The intake port throat should expand in area slightly during the short turn radius section (regardless of height) to lower velocities and increase pressure providing the necessary energy to enhance the mixture transition through the seat region and on into the cylinder. The intake valve seat should be configured using a single discrete seat angle with the combustion chamber defining the OD and the ID should be established with a short (.010") 58 degree bottom angle. The configuration of the remaining lower shapes intersecting the port should be designed to create a longer short turn "roll" and a steep side and back wall approach to the seat, so the inner angle blends to shapes which are not concentric with the seat. This is all in an effort to create equal roof and floor lengths. One added benefit of this seat configuration is that it does not invite reverse flow, and subsequent power losses.

Support Systems - Port Nitty-Gritty

While we're discussing valve jobs, some additional thoughts need to be outlined regarding the configuration of valve seats. I consider the valve seat to be the single most important aspect of intake port preparation. It's absolutely essential that machining tolerances be held to .0001". The individual valve stems should be externally honed to a proper finish and each valve guide should be honed to fit the valve selected. When finished, each valve will have it's own numbered guide. As the tolerances of the valve to guide clearance will be extremely tight, the run-out tolerance of the seat should also held to .0001". When preparing to machine valve seats, we place a fixture on the cam side of the head with springs loading the upper portions seat buckets. Sparkplugs are torqued in place, and we always use a torque plate / head gasket bolted to the head's deck. The last bit of effort to simulate the real world is to pump 220 degree coolant through the water jacketing of the head while all seat machining takes place. These steps may seem to be excessive, but if they weren't necessary, we wouldn't do them. All seat machining is also based on centerless-ground pilots which are a "no taper" fit in each guide. We also feel that all adjustable pilots should be discarded as trash and any "reputable" machine shop should feel the same way. Now, back to the port.

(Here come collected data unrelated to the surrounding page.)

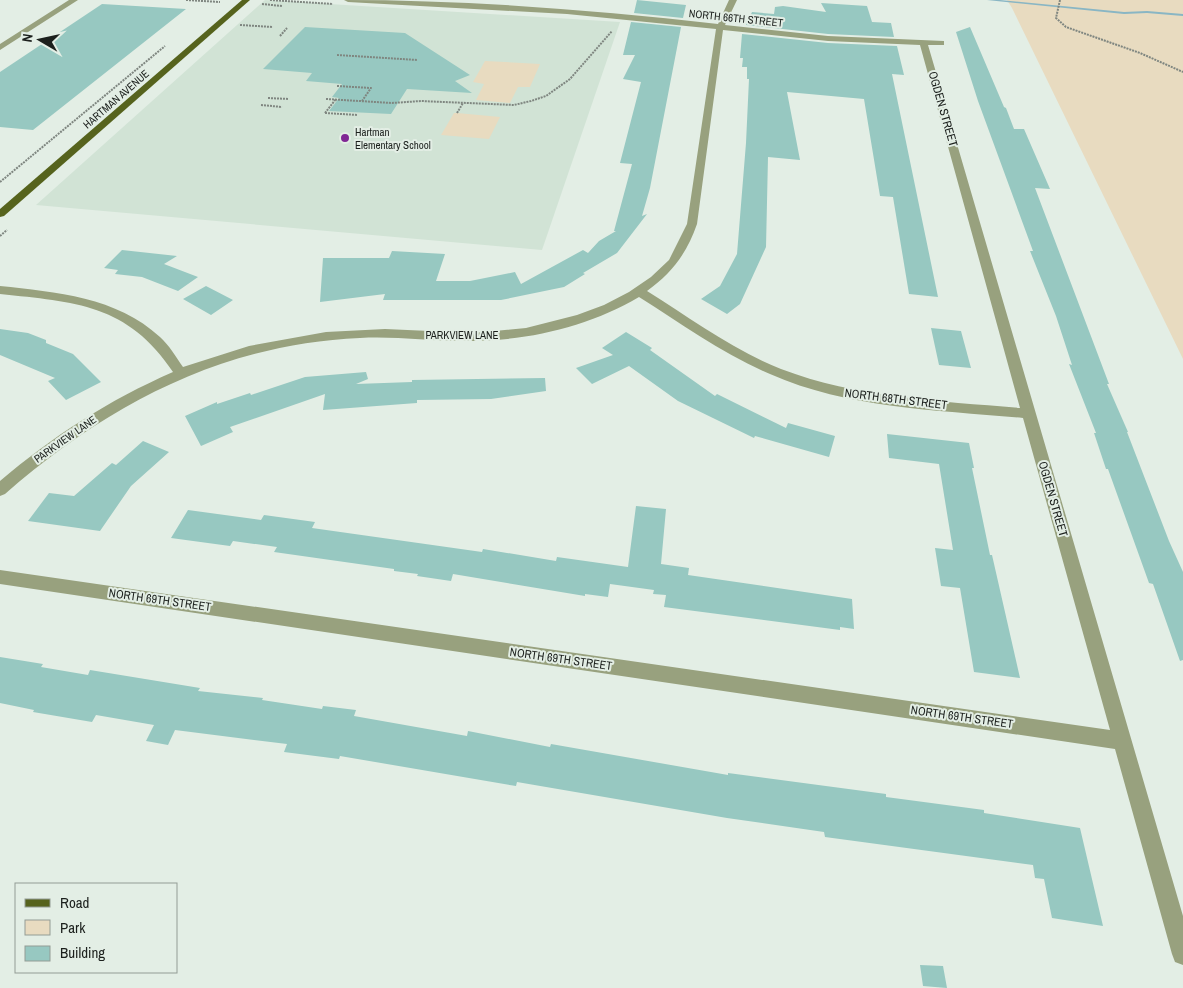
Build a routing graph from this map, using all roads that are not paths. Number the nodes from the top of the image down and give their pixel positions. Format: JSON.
{"nodes":[{"id":1,"x":74,"y":0,"type":"edge"},
{"id":2,"x":246,"y":0,"type":"edge"},
{"id":3,"x":348,"y":0,"type":"edge"},
{"id":4,"x":733,"y":0,"type":"edge"},
{"id":5,"x":720,"y":28,"type":"junction"},
{"id":6,"x":923,"y":43,"type":"junction"},
{"id":7,"x":941,"y":43,"type":"dead end"},
{"id":8,"x":0,"y":48,"type":"edge"},
{"id":9,"x":0,"y":214,"type":"edge"},
{"id":10,"x":0,"y":290,"type":"edge"},
{"id":11,"x":638,"y":291,"type":"junction"},
{"id":12,"x":182,"y":374,"type":"junction"},
{"id":13,"x":1029,"y":414,"type":"junction"},
{"id":14,"x":0,"y":490,"type":"edge"},
{"id":15,"x":0,"y":577,"type":"edge"},
{"id":16,"x":1122,"y":740,"type":"junction"},
{"id":17,"x":1183,"y":954,"type":"edge"}],
"edges":[{"from":1,"to":8,"type":"street"},
{"from":2,"to":9,"type":"main road","name":"HARTMAN AVENUE"},
{"from":3,"to":5,"type":"street","name":"NORTH 66TH STREET"},
{"from":4,"to":5,"type":"street","name":"PARKVIEW LANE"},
{"from":5,"to":6,"type":"street","name":"NORTH 66TH STREET"},
{"from":5,"to":11,"type":"street","name":"PARKVIEW LANE"},
{"from":6,"to":7,"type":"street","name":"NORTH 66TH STREET"},
{"from":6,"to":13,"type":"street","name":"OGDEN STREET"},
{"from":10,"to":12,"type":"street"},
{"from":11,"to":12,"type":"street","name":"PARKVIEW LANE"},
{"from":11,"to":13,"type":"street","name":"NORTH 68TH STREET"},
{"from":12,"to":14,"type":"street","name":"PARKVIEW LANE"},
{"from":13,"to":16,"type":"street","name":"OGDEN STREET"},
{"from":15,"to":16,"type":"street","name":"NORTH 69TH STREET"},
{"from":16,"to":17,"type":"street","name":"OGDEN STREET"}]}
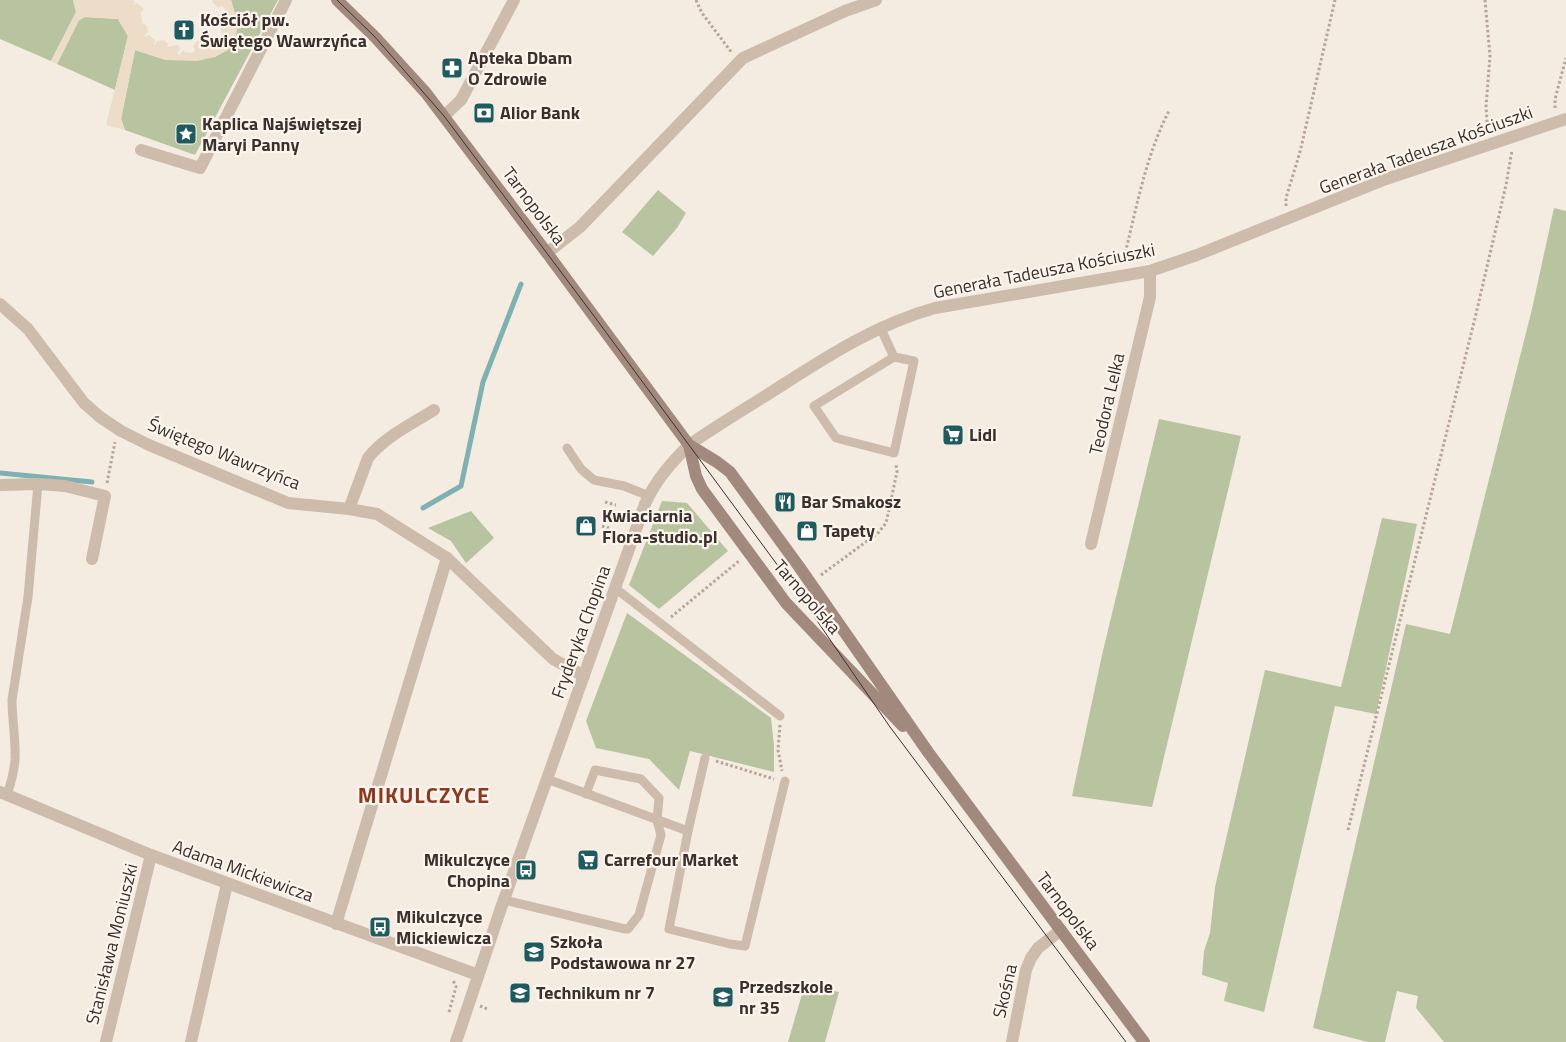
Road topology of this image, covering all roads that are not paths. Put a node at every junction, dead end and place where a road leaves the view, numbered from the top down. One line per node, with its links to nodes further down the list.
1 (286, 0): 7 (street)
2 (337, 0): 5 (main road, Tarnopolska)
3 (514, 0): 5 (street)
4 (876, 0): 8 (street)
5 (444, 116): 8 (main road, Tarnopolska)
6 (1561, 120): 9 (street, Generała Tadeusza Kościuszki)
7 (141, 150)
8 (547, 253): 14 (main road, Tarnopolska)
9 (1150, 271): 11 (street, Generała Tadeusza Kościuszki); 20 (street, Teodora Lelka)
10 (0, 304): 19 (street, Świętego Wawrzyńca)
11 (880, 327): 12 (lane); 14 (street, Generała Tadeusza Kościuszki)
12 (894, 357): 12 (lane)
13 (434, 410): 19 (street)
14 (689, 445): 18 (street, Fryderyka Chopina); 26 (main road, Tarnopolska); 26 (main road, Tarnopolska)
15 (567, 448): 18 (lane)
16 (38, 484): 17 (street); 22 (street); 30 (lane)
17 (0, 485)
18 (649, 496): 23 (street, Fryderyka Chopina)
19 (349, 509): 21 (street, Świętego Wawrzyńca)
20 (1091, 544)
21 (447, 558): 24 (street, Świętego Wawrzyńca); 37 (street)
22 (92, 559)
23 (616, 588): 24 (street, Fryderyka Chopina); 25 (lane)
24 (584, 676): 28 (street, Fryderyka Chopina)
25 (780, 716)
26 (928, 752): 38 (main road, Tarnopolska)
27 (705, 758): 33 (lane)
28 (547, 779): 31 (lane); 36 (street, Fryderyka Chopina)
29 (785, 781): 33 (lane)
30 (4, 793): 34 (street, Adama Mickiewicza)
31 (586, 794): 32 (lane); 32 (lane)
32 (658, 820): 33 (lane); 36 (lane)
33 (688, 832)
34 (151, 855): 35 (street, Adama Mickiewicza); 40 (street, Stanisława Moniuszki)
35 (227, 884): 37 (street, Adama Mickiewicza); 41 (street)
36 (504, 900): 39 (street, Fryderyka Chopina)
37 (336, 924): 39 (street, Adama Mickiewicza)
38 (1060, 930): 43 (street, Skośna); 44 (main road, Tarnopolska)
39 (478, 975): 42 (street, Fryderyka Chopina)
40 (106, 1042)
41 (191, 1042)
42 (456, 1042)
43 (1012, 1042)
44 (1144, 1042)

The port itself should be configured to work with the chamber and cylinder wall to create a flow bias that will tend to cause rotation of the mixture in the cylinder, which we now call swirl. The studies and tests all indicate that it’s indeed possible to design ports and surrounding areas in the cylinder to allow optimal swirl frequency at almost all RPM ranges. 

How Can It Really Work?

Since the RPM and swirl combination are still thought by many "experts" to only work at specific and narrow RPM ranges, I need to address this issue before continuing. Those of you familiar with air flow studies understand both the elastic and compressible properties of air and you should also understand how air flow is easily "cheated."

Variable Port Geometry?

One example is the old port designer's tricks with sharp short turn radiuses, which can cause enough turbulence at their peaks to make the main body of the flow "think" that the short turn is actually higher with a more optimal configuration, thus enhancing the flow rates. The ability to separate a small amount of air from the "bulk" of the flow and use it to "blow" new boundaries is actually more effective than physical dimension changes to the port. This technology allows the port shape that the airflow "sees" to actually vary and be flow-optimized for all RPM ranges.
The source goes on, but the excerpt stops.